In the larger space, stone carved windows with coloured glass inlay imagine future archaeological monuments in the Palestinian landscape constructed with the traditional technique of “Qamariya” windows, often found in mosques and churches in Palestine, Yemen, and Egypt. 

Two nine-square grid installations mirror one another- one as the surface of the ground and the other as subterranean spaces concealed beneath it: a wall-mounted grid revealing partially excavated glass vessels as if an excavation is underway, while a floor-based grid reveals complex strata including structures from the past, present and future of Palestine. Embedded within are familiar structures such as the plans for the Church of the Holy Sepulchre and the Dome of the Rock – a vision of how an archaeological site in Palestine might appear in 300 years’ time.

Maternal Labour, a series of prints on aluminium, celebrates the real women often labelled as “basket girls” who were hired by western institutions in the 20th century to excavate the land that they owned and cultivated for centuries to extract valuable artefacts that were then displaced.

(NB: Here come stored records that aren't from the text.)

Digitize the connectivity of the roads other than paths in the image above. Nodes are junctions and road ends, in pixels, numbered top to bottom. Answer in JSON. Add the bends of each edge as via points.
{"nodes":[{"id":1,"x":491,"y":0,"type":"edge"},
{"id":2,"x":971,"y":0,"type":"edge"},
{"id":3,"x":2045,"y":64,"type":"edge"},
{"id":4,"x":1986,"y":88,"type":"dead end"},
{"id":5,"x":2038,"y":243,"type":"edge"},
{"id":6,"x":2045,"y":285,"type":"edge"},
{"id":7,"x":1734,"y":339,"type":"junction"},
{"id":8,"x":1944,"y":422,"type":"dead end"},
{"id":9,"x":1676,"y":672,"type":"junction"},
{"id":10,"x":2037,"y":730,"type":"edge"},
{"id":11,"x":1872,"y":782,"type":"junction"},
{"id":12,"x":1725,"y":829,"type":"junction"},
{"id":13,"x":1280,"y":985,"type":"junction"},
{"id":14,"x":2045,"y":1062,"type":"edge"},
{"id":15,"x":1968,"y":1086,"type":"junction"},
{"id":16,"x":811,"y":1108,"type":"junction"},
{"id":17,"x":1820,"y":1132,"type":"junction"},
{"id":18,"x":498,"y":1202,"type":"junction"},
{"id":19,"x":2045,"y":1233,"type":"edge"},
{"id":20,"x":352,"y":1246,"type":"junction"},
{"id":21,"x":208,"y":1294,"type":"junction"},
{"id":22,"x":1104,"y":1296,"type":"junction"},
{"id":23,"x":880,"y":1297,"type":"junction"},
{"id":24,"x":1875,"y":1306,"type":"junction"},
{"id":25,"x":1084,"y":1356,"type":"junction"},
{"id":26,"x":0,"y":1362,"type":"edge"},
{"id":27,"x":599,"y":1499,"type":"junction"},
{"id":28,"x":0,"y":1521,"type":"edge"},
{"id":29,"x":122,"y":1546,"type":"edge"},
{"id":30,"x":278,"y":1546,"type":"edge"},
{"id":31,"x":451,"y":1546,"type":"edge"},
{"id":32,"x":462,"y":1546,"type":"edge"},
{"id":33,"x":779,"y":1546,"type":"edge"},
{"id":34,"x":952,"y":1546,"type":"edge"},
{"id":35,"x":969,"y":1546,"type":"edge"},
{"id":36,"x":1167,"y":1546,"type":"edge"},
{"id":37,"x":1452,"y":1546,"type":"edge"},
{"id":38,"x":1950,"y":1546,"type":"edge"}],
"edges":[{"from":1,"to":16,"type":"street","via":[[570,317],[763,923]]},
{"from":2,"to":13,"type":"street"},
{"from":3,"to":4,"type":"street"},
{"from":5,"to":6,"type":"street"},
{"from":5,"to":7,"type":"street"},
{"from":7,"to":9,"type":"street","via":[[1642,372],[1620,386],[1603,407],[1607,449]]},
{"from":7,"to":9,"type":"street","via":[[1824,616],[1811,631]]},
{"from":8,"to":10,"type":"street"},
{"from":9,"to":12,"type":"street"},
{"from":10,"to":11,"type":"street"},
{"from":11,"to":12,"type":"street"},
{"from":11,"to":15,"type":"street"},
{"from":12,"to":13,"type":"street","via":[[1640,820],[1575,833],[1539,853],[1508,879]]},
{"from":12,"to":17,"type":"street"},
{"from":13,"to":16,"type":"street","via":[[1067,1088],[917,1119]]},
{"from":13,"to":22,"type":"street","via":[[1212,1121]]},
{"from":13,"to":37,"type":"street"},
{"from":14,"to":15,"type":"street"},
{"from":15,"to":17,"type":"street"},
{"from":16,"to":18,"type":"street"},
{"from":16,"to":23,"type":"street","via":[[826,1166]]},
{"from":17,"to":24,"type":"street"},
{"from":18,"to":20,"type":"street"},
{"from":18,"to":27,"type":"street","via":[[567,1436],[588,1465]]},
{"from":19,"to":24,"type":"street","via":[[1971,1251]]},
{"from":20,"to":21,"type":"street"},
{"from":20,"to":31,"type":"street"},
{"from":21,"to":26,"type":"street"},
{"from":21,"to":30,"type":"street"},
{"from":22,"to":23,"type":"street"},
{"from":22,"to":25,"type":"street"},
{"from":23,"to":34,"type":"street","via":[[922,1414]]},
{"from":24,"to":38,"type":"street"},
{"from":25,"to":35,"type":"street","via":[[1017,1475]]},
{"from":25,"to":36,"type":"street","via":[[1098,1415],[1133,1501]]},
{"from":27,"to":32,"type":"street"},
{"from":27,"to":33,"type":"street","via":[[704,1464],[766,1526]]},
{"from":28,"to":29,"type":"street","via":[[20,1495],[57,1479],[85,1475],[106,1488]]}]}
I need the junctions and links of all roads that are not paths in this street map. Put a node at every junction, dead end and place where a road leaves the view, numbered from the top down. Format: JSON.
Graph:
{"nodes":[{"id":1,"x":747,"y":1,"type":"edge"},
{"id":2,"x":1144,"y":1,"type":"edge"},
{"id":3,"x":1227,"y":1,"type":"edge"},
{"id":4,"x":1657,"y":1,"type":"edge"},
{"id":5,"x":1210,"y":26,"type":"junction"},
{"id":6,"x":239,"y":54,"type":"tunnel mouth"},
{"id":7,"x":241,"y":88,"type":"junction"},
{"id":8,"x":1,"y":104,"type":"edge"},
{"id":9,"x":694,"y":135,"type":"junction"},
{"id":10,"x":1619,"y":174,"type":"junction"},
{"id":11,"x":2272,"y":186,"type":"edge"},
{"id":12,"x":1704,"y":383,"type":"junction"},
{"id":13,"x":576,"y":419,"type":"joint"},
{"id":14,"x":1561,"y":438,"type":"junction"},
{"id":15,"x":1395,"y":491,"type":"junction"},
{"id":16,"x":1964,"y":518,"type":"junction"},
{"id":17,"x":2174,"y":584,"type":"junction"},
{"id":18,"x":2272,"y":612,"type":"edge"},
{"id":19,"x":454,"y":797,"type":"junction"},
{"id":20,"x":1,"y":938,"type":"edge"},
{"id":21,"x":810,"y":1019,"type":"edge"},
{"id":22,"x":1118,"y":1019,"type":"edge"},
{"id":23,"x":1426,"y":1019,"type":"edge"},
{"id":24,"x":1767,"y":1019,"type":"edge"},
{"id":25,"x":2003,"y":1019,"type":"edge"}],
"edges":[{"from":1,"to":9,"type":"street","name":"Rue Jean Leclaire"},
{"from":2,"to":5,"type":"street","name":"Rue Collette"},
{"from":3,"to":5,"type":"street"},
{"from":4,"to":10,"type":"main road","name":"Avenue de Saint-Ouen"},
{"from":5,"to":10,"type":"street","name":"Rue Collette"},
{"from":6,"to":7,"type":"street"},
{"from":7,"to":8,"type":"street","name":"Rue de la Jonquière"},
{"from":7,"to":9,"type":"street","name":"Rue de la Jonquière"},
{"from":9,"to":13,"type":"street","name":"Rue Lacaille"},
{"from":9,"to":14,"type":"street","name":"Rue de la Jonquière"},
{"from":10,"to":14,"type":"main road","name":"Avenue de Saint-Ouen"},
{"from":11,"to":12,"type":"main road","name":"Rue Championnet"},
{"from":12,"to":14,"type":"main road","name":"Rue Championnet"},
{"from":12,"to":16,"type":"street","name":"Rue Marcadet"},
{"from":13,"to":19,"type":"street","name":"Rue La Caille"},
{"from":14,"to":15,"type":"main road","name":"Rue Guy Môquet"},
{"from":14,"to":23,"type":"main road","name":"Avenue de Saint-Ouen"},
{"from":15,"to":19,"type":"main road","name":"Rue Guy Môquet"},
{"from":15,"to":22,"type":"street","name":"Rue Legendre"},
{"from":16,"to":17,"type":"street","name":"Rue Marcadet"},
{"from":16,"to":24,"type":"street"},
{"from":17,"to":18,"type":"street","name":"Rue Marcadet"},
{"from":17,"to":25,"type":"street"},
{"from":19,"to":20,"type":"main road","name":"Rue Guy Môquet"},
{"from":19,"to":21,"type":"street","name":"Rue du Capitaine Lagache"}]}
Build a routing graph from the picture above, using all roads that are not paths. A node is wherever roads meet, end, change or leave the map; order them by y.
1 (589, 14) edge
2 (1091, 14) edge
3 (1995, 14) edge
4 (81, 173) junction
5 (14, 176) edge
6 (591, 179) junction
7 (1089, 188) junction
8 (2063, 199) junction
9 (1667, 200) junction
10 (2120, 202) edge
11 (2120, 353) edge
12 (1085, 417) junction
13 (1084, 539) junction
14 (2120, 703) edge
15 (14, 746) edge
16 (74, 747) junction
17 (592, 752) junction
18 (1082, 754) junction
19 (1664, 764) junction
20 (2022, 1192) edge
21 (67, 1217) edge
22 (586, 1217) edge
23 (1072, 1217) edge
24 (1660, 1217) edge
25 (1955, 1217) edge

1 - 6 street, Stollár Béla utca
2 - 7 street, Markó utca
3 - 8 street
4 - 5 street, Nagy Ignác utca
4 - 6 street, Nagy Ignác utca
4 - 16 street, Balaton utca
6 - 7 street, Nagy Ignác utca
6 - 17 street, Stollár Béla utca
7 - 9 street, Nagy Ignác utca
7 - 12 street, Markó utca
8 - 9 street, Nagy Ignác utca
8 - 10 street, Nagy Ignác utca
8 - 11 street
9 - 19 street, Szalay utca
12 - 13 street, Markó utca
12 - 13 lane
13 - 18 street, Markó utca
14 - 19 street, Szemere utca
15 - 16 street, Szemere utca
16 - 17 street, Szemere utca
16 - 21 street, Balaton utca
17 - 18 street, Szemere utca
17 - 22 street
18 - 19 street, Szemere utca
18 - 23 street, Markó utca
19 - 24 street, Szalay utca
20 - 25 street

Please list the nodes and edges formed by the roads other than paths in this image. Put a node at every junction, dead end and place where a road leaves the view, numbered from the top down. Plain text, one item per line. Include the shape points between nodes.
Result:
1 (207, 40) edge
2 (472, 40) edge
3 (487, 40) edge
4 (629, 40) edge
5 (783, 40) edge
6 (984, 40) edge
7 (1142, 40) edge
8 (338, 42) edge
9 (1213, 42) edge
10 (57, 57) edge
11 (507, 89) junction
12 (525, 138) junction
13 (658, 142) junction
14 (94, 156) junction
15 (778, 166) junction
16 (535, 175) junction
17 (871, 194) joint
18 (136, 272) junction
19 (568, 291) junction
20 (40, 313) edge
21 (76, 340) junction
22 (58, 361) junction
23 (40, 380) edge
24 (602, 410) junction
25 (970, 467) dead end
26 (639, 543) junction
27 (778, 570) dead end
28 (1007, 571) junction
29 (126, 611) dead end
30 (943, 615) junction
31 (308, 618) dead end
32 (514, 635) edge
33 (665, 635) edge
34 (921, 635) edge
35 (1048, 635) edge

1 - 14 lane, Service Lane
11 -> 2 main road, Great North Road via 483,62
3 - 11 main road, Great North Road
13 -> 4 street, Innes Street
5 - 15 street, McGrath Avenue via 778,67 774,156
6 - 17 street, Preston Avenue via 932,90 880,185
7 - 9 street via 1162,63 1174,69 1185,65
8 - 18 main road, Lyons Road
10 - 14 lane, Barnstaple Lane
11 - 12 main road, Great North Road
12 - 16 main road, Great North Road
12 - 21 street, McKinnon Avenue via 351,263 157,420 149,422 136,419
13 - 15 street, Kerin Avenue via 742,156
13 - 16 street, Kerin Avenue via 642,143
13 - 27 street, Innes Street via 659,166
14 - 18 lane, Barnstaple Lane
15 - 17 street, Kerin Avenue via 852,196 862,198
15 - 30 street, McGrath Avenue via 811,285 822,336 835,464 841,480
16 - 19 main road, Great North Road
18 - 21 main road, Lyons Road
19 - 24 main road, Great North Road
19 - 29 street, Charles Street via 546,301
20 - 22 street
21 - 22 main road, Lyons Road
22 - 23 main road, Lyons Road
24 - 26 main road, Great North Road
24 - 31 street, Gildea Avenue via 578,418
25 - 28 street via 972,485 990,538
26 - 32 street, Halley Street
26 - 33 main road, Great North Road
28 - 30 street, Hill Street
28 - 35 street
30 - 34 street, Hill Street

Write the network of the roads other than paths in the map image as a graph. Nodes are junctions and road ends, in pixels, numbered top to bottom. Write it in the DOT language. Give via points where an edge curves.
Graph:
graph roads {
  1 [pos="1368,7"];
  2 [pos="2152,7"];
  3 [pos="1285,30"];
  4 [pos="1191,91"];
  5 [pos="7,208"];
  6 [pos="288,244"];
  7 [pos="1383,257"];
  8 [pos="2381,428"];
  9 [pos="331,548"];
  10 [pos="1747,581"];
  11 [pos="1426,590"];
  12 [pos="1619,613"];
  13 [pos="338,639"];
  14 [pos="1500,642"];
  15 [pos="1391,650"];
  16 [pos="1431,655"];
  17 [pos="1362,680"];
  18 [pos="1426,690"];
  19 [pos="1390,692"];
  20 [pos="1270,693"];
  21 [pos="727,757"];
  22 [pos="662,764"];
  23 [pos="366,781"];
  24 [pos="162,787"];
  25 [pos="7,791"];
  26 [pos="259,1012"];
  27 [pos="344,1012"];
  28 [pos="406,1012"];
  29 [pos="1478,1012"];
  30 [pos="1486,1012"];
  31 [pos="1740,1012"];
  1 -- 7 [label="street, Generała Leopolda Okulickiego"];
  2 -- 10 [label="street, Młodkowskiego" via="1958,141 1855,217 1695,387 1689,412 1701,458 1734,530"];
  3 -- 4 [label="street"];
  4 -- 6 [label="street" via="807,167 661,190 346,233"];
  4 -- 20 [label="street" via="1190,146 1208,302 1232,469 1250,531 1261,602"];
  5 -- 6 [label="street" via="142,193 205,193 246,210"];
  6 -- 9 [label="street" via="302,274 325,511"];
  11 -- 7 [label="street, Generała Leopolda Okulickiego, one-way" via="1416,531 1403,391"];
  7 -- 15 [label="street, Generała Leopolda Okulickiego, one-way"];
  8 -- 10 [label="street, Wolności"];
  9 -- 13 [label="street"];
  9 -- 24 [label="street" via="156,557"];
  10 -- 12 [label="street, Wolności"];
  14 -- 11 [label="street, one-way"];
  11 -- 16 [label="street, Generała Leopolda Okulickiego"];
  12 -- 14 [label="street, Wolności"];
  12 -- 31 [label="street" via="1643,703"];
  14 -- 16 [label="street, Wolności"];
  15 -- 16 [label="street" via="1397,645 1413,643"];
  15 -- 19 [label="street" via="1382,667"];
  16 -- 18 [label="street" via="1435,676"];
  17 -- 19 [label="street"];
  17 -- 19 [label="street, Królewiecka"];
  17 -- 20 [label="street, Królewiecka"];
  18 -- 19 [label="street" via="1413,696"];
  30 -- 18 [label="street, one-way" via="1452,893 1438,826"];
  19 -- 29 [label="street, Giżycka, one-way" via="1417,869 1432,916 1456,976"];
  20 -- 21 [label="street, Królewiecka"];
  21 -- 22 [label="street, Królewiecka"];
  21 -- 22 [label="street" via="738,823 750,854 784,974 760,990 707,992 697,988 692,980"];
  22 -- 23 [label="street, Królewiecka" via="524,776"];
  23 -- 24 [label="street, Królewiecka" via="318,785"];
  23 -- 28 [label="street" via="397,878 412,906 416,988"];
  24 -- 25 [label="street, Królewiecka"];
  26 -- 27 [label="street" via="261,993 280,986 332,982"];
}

Composed of suspended hand-blown glass sculptures, the title The Red River refers to the Belus River, which some historical narratives claim was the source of the sand for the first glass objects. Red refers to the water’s colour, polluted by nearby industry, including the military factory Rafael Advanced Defense Systems. This river features prominently in personal stories such as that of Srouji’s displaced grandmother-and in the larger memory of Palestine, part of the artist’s projects with archaeologists, anthropologists, and artisans in exploring cultural heritage, history, and memory in Palestine.

A more intimate darkened, apsed space evokes a “chapel”, adorned with floating replicas of archeological vessels that were historically used as gifts to the dead for their afterlives. Here, amidst the unfolding tragedy in Palestine, the chapel serves as a sanctuary for mourning and meditation, fostering healing and envisioning the afterlives of the departed while imagining the future of a liberated Palestine through its fictional archaeological artefacts. 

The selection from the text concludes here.